• [Exercise requirements] Down to the final line, write out the data below exactly.

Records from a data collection
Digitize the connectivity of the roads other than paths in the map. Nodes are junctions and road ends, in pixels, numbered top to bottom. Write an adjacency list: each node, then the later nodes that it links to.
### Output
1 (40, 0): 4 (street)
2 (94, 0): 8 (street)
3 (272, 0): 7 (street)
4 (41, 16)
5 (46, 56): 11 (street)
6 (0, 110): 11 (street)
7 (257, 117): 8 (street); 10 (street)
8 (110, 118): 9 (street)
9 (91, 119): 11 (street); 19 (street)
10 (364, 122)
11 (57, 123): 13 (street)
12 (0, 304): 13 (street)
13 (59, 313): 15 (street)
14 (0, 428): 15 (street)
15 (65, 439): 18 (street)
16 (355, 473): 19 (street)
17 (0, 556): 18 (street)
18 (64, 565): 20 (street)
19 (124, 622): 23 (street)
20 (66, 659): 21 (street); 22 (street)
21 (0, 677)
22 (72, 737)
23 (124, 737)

• [Reply]
Digitize the connectivity of the roads other than paths in the map. Nodes are junctions and road ends, in pixels, numbered top to bottom. Write an adjacency list: each node, then the later nodes that it links to.
### Output
1 (40, 0): 4 (street)
2 (94, 0): 8 (street)
3 (272, 0): 7 (street)
4 (41, 16)
5 (46, 56): 11 (street)
6 (0, 110): 11 (street)
7 (257, 117): 8 (street); 10 (street)
8 (110, 118): 9 (street)
9 (91, 119): 11 (street); 19 (street)
10 (364, 122)
11 (57, 123): 13 (street)
12 (0, 304): 13 (street)
13 (59, 313): 15 (street)
14 (0, 428): 15 (street)
15 (65, 439): 18 (street)
16 (355, 473): 19 (street)
17 (0, 556): 18 (street)
18 (64, 565): 20 (street)
19 (124, 622): 23 (street)
20 (66, 659): 21 (street); 22 (street)
21 (0, 677)
22 (72, 737)
23 (124, 737)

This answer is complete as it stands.